Warforge StudioNative 3D asset forge
Asset handoff

GLB, glTF, OBJ, and project export.

Warforge Studio’s current handoff workflow centers on exporting authored geometry and scene data. The key path is binary GLB 2.0 export for full visible scenes or selected visible object subtrees.

Primary export

Export GLB 2.0 Scene

Exports visible scene objects that can be represented as glTF nodes. Mesh/text objects with valid faces produce mesh data, while visible empties, groups, cameras, and lights can preserve hierarchy as nodes where possible.

Primary export

Export Selected GLB 2.0

Exports the selected visible object and its visible subtree. This is the cleanest route for handing off a single modeled asset or an organized asset group without exporting the entire workspace.

Alternative export

Export glTF 2.0 JSON Scene

Exports a JSON glTF scene path using embedded buffer data. Use it when a text-based glTF package is easier to inspect or when an external tool expects JSON glTF.

Mesh handoff

Export OBJ Mesh

Exports mesh data through the OBJ route for compatibility with older modeling, preview, or conversion tools that do not need full glTF scene structure.

What the GLB path writes

Scene structure and mesh payload.

The GLB path packages a binary container with a JSON scene chunk and a binary geometry chunk. The exported asset data is focused on dependable geometry, transforms, node hierarchy, and basic material factors.

Exported dataIncluded behavior
ContainerBinary GLB 2.0 container with JSON and BIN chunks aligned for GLB loading.
NodesObject names, object identifiers, parent/child hierarchy, and node transforms.
TransformsTranslation, rotation, and scale values for exported nodes.
MeshesVertex positions, normals, optional UV coordinates, indices, buffer views, and accessors.
MaterialsBasic PBR metallic/roughness data including base color, metallic factor, roughness factor, alpha mask intent, normal map references when present, and emissive factor.
ReportsAfter export, the app shows an export report and mirrors status in the Assets panel report area.
Recommended workflow

Clean export pass.

Step 1

Build or select

Create a cube, sphere, cylinder, capsule-like primitive, curve-converted mesh, or multi-object asset.
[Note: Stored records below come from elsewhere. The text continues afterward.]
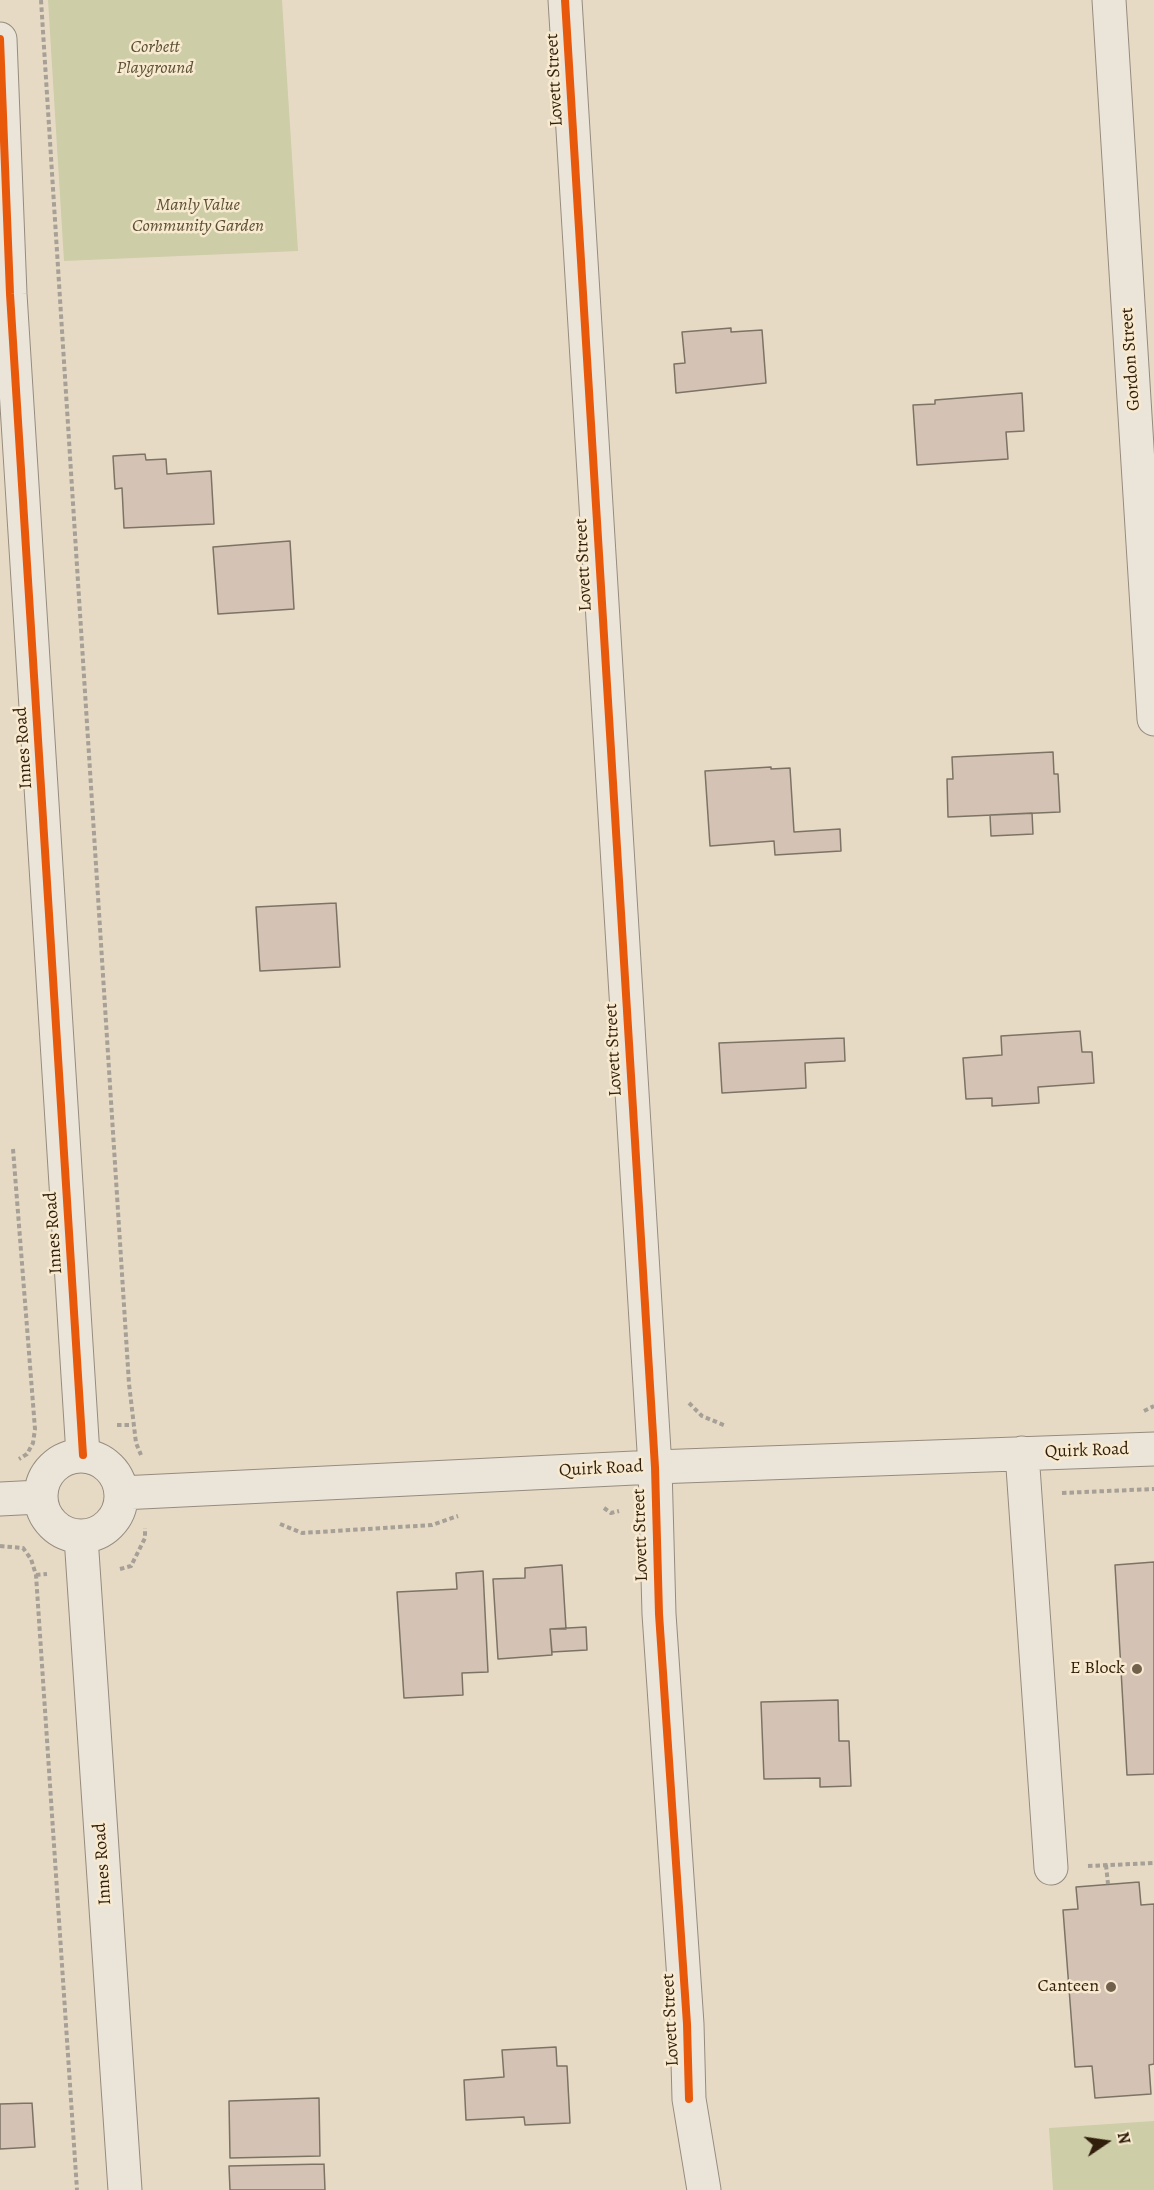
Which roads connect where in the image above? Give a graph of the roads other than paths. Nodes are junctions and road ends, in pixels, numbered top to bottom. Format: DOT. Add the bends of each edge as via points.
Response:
graph roads {
  1 [pos="565,0"];
  2 [pos="1109,0"];
  3 [pos="0,39"];
  4 [pos="1154,719"];
  5 [pos="1154,1449"];
  6 [pos="1022,1453"];
  7 [pos="83,1455"];
  8 [pos="655,1467"];
  9 [pos="133,1492"];
  10 [pos="40,1497"];
  11 [pos="0,1499"];
  12 [pos="81,1537"];
  13 [pos="1051,1868"];
  14 [pos="125,2190"];
  15 [pos="704,2190"];
  1 -- 8 [label="street, Lovett Street"];
  2 -- 4 [label="street, Gordon Street"];
  3 -- 7 [label="street, Innes Road" via="10,294"];
  5 -- 6 [label="street, Quirk Road"];
  6 -- 8 [label="street, Quirk Road"];
  6 -- 13 [label="street"];
  7 -- 9 [label="street" via="109,1467"];
  7 -- 10 [label="street" via="57,1462 42,1484"];
  8 -- 9 [label="street, Quirk Road"];
  8 -- 15 [label="street, Lovett Street" via="659,1614 689,2099"];
  9 -- 12 [label="street" via="120,1506 115,1519 94,1535"];
  10 -- 11 [label="street"];
  10 -- 12 [label="street" via="52,1525 65,1534"];
  12 -- 14 [label="street, Innes Road"];
}
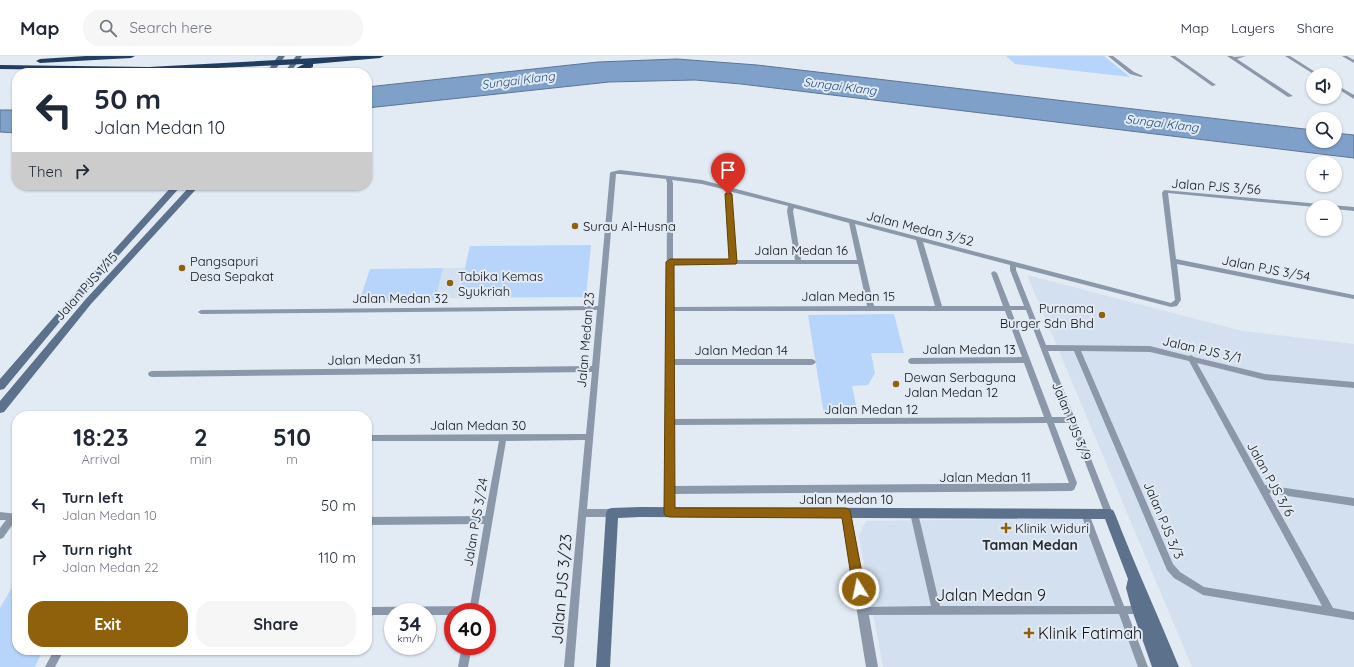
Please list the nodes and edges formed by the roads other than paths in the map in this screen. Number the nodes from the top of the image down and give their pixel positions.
1 (131, 56) edge
2 (282, 56) edge
3 (380, 56) edge
4 (1110, 56) edge
5 (1172, 56) edge
6 (1244, 56) edge
7 (1287, 56) edge
8 (1344, 56) edge
9 (1231, 57) edge
10 (297, 59) edge
11 (325, 61) junction
12 (0, 62) edge
13 (1354, 62) edge
14 (276, 63) junction
15 (236, 66) junction
16 (0, 67) edge
17 (74, 68) edge
18 (178, 68) edge
19 (249, 68) edge
20 (272, 68) edge
21 (290, 68) edge
22 (302, 68) edge
23 (1307, 68) edge
24 (1141, 76) dead end
25 (1214, 85) dead end
26 (1342, 89) edge
27 (1290, 96) dead end
28 (1354, 97) edge
29 (615, 172) joint
30 (668, 178) junction
31 (173, 190) edge
32 (191, 190) edge
33 (730, 190) junction
34 (1306, 204) edge
35 (791, 206) junction
36 (1342, 208) edge
37 (1354, 209) edge
38 (852, 223) junction
39 (919, 239) junction
40 (1173, 261) junction
41 (670, 262) junction
42 (733, 262) junction
43 (798, 262) junction
44 (861, 262) junction
45 (1013, 263) junction
46 (994, 273) dead end
47 (1354, 297) edge
48 (600, 308) junction
49 (871, 308) junction
50 (939, 308) junction
51 (1007, 308) junction
52 (1027, 308) junction
53 (670, 309) junction
54 (201, 312) dead end
55 (1043, 348) junction
56 (1076, 348) junction
57 (1192, 358) junction
58 (1027, 360) junction
59 (912, 361) dead end
60 (670, 362) junction
61 (812, 362) dead end
62 (595, 369) junction
63 (152, 374) dead end
64 (1354, 385) edge
65 (0, 386) edge
66 (0, 409) edge
67 (1049, 420) junction
68 (1072, 420) junction
69 (670, 422) junction
70 (503, 437) junction
71 (590, 437) junction
72 (372, 438) edge
73 (1262, 488) junction
74 (670, 490) junction
75 (1354, 502) edge
76 (583, 513) junction
77 (612, 513) junction
78 (670, 513) junction
79 (846, 513) junction
80 (914, 513) junction
81 (1085, 514) junction
82 (1109, 514) junction
83 (0, 516) edge
84 (12, 517) edge
85 (489, 520) junction
86 (12, 521) edge
87 (372, 521) edge
88 (0, 535) edge
89 (1134, 579) junction
90 (474, 603) edge
91 (1120, 609) junction
92 (863, 610) junction
93 (936, 610) junction
94 (1138, 610) junction
95 (444, 611) edge
96 (372, 612) edge
97 (1330, 612) junction
98 (1354, 616) edge
99 (56, 655) edge
100 (465, 655) edge
101 (50, 667) edge
102 (463, 667) edge
103 (569, 667) edge
104 (603, 667) edge
105 (872, 667) edge
106 (1142, 667) edge
107 (1159, 667) edge
108 (1172, 667) edge

1 - 12 highway
2 - 14 main road
3 - 11 highway
4 - 24 street
5 - 25 street
6 - 9 street
7 - 23 street
8 - 13 street
9 - 27 street
10 - 11 highway
10 - 14 highway
10 - 21 main road
11 - 22 highway
14 - 15 highway
14 - 20 main road
15 - 18 highway
15 - 19 highway
16 - 17 highway
26 - 28 street
29 - 30 street, Jalan Medan 3/52
29 - 48 street, Jalan Medan 23
30 - 33 street, Jalan Medan 3/52
30 - 41 street
31 - 65 main road, Jalan PJS 1/15
32 - 66 main road, Jalan PJS 1/15
33 - 35 street, Jalan Medan 3/52
33 - 42 street
34 - 40 street, Jalan PJS 3/56
35 - 38 street, Jalan Medan 3/52
35 - 43 street
36 - 37 street, Jalan PJS 3/56
38 - 39 street, Jalan Medan 3/52
38 - 44 street
39 - 45 street, Jalan Medan 3/52
39 - 50 street
40 - 45 street, Jalan Medan 3/52
40 - 47 street, Jalan PJS 3/54
41 - 42 street, Jalan Medan 16
41 - 53 street
42 - 43 street, Jalan Medan 16
43 - 44 street, Jalan Medan 16
44 - 49 street
45 - 52 street, Jalan PJS 3/9
46 - 51 street, Jalan Medan 11
48 - 54 street, Jalan Medan 32
48 - 62 street, Jalan Medan 23
49 - 50 street, Jalan Medan 15
49 - 53 street, Jalan Medan 15
50 - 51 street, Jalan Medan 15
51 - 52 street, Jalan Medan 15
51 - 58 street, Jalan Medan 11
52 - 55 street, Jalan PJS 3/9
53 - 60 street
55 - 56 street, Jalan PJS 3/1
55 - 68 street, Jalan PJS 3/9
56 - 57 street, Jalan PJS 3/1
56 - 97 street, Jalan PJS 3/3
57 - 64 street, Jalan PJS 3/1
57 - 73 street, Jalan PJS 3/6
58 - 59 street, Jalan Medan 13
58 - 67 street, Jalan Medan 11
60 - 61 street, Jalan Medan 14
60 - 69 street
62 - 63 street, Jalan Medan 31
62 - 71 street, Jalan Medan 23
67 - 68 street, Jalan Medan 12
67 - 69 street, Jalan Medan 12
67 - 74 street, Jalan Medan 11
68 - 82 street, Jalan PJS 3/9
69 - 74 street
70 - 71 street, Jalan Medan 30
70 - 72 street, Jalan Medan 30
70 - 85 street, Jalan PJS 3/24
71 - 76 street, Jalan Medan 23
73 - 75 street
73 - 97 street, Jalan PJS 3/6
74 - 78 street
76 - 77 street, Jalan Medan 10
76 - 103 street, Jalan PJS 3/23
77 - 78 main road, Jalan Medan 10
77 - 104 main road
78 - 79 main road, Jalan Medan 10
79 - 80 main road, Jalan Medan 10
79 - 92 street
80 - 81 main road, Jalan Medan 10
80 - 93 street
81 - 82 main road, Jalan Medan 10
81 - 91 street
82 - 89 main road, Jalan PJS 3/9
83 - 84 street
85 - 87 street
85 - 90 street, Jalan PJS 3/24
86 - 88 street
89 - 94 main road, Jalan PJS 3/9
89 - 108 main road, Jalan PJS 3/9
91 - 93 street, Jalan Medan 9
91 - 94 street, Jalan Medan 9
91 - 106 street
92 - 93 street, Jalan Medan 9
92 - 105 street
94 - 107 main road, Jalan PJS 3/9
95 - 96 street
97 - 98 street, Jalan PJS 3/3
99 - 101 street
100 - 102 street

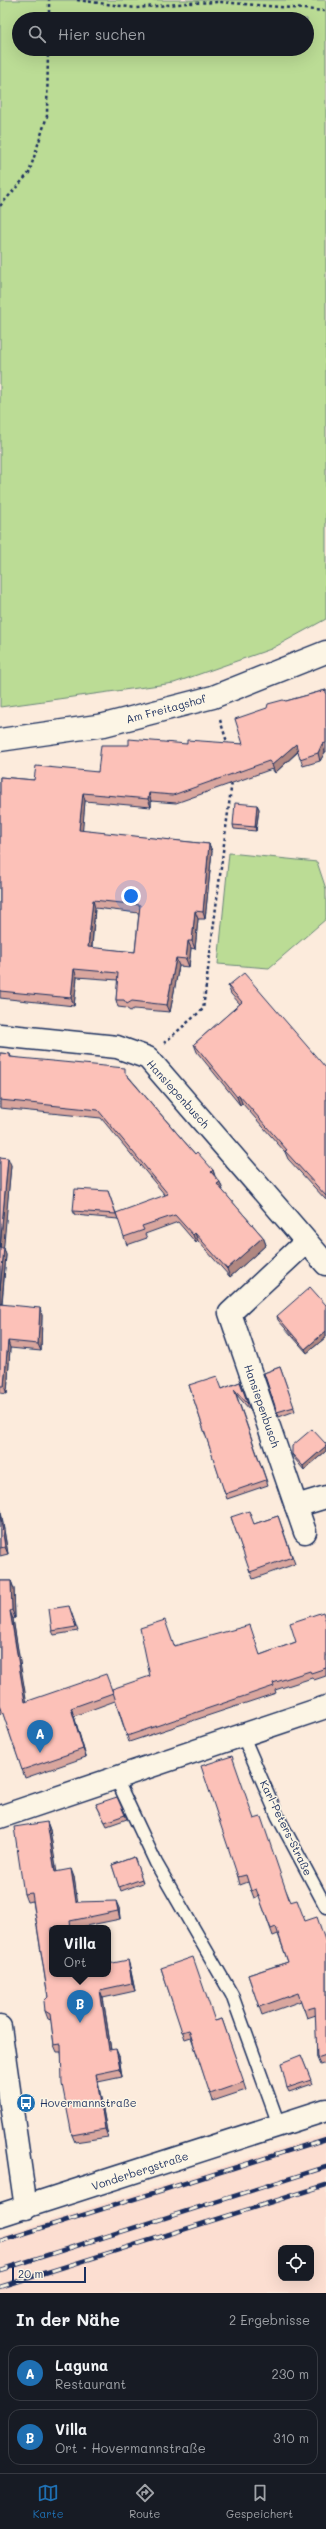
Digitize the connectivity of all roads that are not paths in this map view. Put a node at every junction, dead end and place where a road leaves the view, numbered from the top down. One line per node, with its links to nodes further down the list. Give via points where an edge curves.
1 (326, 652): 2 (street, Am Freitagshof, via 213,697 104,725)
2 (0, 740)
3 (0, 1035): 4 (street, Hansiepenbusch, via 117,1047 148,1058)
4 (306, 1242): 5 (street, Hansiepenbusch); 7 (street, Hansiepenbusch, via 230,1312)
5 (326, 1264)
6 (326, 1497): 7 (street)
7 (296, 1506): 8 (street, Hansiepenbusch)
8 (305, 1532)
9 (326, 1707): 10 (street)
10 (242, 1734): 11 (street); 13 (lane, Karl-Peters-Straße, via 278,1817)
11 (116, 1778): 12 (street); 16 (lane, via 156,1863 232,1995)
12 (0, 1817)
13 (324, 1903)
14 (0, 2027): 17 (street)
15 (326, 2110): 16 (street, Vonderbergstraße)
16 (279, 2125): 17 (street, Vonderbergstraße)
17 (26, 2208): 18 (street, Vonderbergstraße)
18 (0, 2215)

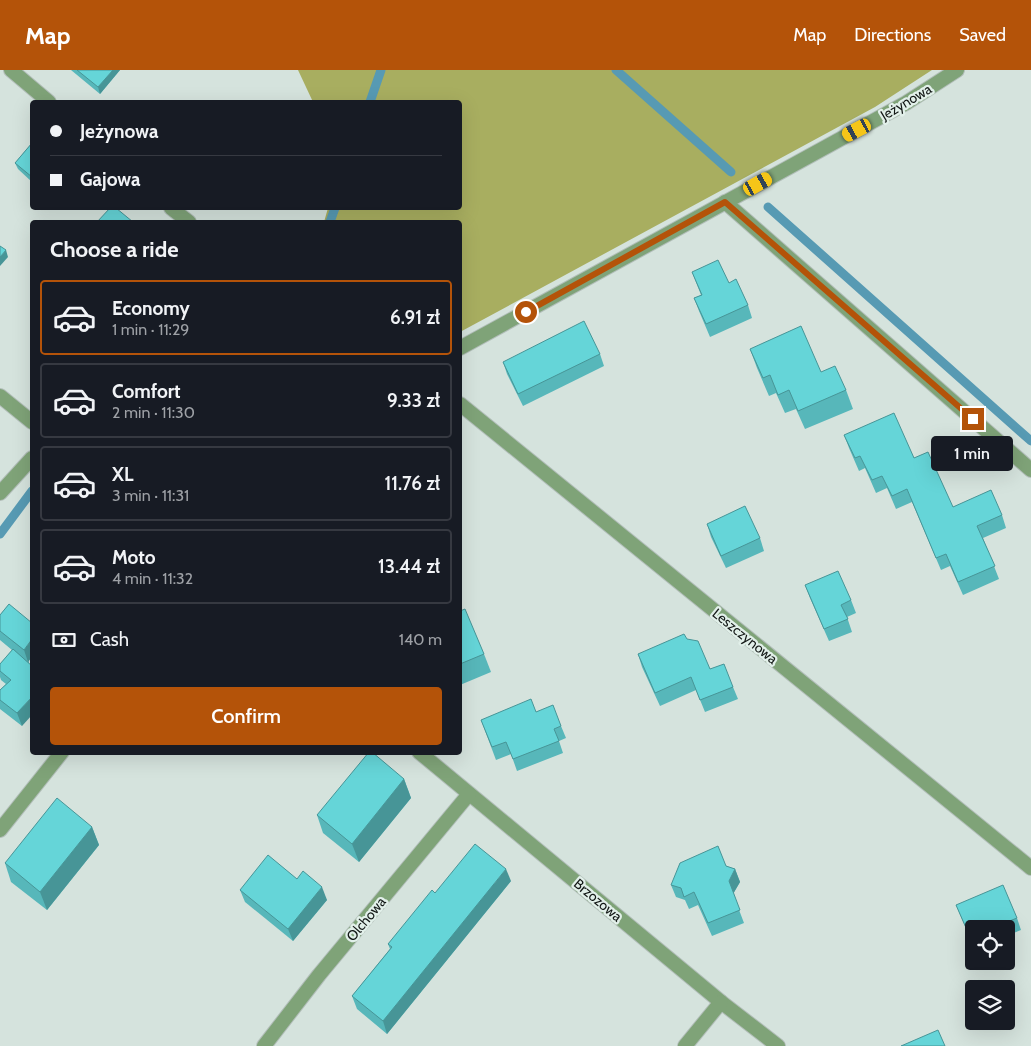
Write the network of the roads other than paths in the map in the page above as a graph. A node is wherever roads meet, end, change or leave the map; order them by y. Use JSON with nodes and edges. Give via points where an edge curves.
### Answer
{"nodes":[{"id":1,"x":11,"y":70,"type":"edge"},
{"id":2,"x":957,"y":70,"type":"edge"},
{"id":3,"x":47,"y":100,"type":"edge"},
{"id":4,"x":725,"y":202,"type":"junction"},
{"id":5,"x":174,"y":210,"type":"edge"},
{"id":6,"x":186,"y":220,"type":"edge"},
{"id":7,"x":462,"y":347,"type":"edge"},
{"id":8,"x":0,"y":396,"type":"edge"},
{"id":9,"x":462,"y":406,"type":"edge"},
{"id":10,"x":30,"y":420,"type":"edge"},
{"id":11,"x":30,"y":460,"type":"edge"},
{"id":12,"x":1031,"y":470,"type":"edge"},
{"id":13,"x":0,"y":493,"type":"edge"},
{"id":14,"x":60,"y":755,"type":"edge"},
{"id":15,"x":423,"y":755,"type":"edge"},
{"id":16,"x":469,"y":794,"type":"junction"},
{"id":17,"x":0,"y":830,"type":"edge"},
{"id":18,"x":1031,"y":868,"type":"edge"},
{"id":19,"x":721,"y":1002,"type":"junction"},
{"id":20,"x":264,"y":1046,"type":"edge"},
{"id":21,"x":685,"y":1046,"type":"edge"},
{"id":22,"x":778,"y":1046,"type":"edge"}],
"edges":[{"from":1,"to":3,"type":"street"},
{"from":2,"to":4,"type":"street","name":"Jeżynowa","via":[[906,103]]},
{"from":4,"to":7,"type":"street","name":"Jeżynowa"},
{"from":4,"to":12,"type":"street"},
{"from":5,"to":6,"type":"street"},
{"from":8,"to":10,"type":"street"},
{"from":9,"to":18,"type":"street","name":"Leszczynowa"},
{"from":11,"to":13,"type":"street"},
{"from":14,"to":17,"type":"street"},
{"from":15,"to":16,"type":"street","name":"Brzozowa"},
{"from":16,"to":19,"type":"street","name":"Brzozowa"},
{"from":16,"to":20,"type":"street","name":"Olchowa"},
{"from":19,"to":21,"type":"street"},
{"from":19,"to":22,"type":"street","name":"Brzozowa"}]}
Name the object or group clearly in the outliner.

Step 2

Check transforms

Review position, rotation, and scale in the inspector. Reset accidental transforms when needed and ensure the correct object or subtree is selected.

Step 3

Assign material

Choose a material slot, preset, or capsule. Confirm color, roughness, metallic, and texture map intent before export.

Step 4

Pick export route

Use selected GLB for a single object/subtree, scene GLB for all visible scene data, glTF JSON for text-based interchange, or OBJ for simple mesh transfer.

Step 5

Read the report

After exporting, check the app’s report output. If the selection has no valid mesh, choose a different object, reveal the object, or export the full scene.

Step 6

External verification

Open the exported file in a GLB/glTF viewer, modeling tool, or target runtime. Confirm geometry, transforms, hierarchy, and basic material appearance.

Export menu locations

Use the File menu, Mesh menu, or Assets panel quick actions. The Assets panel quick actions include Export GLB Scene, Export GLB Selected, Export glTF, Export OBJ, Import OBJ, and Save Project.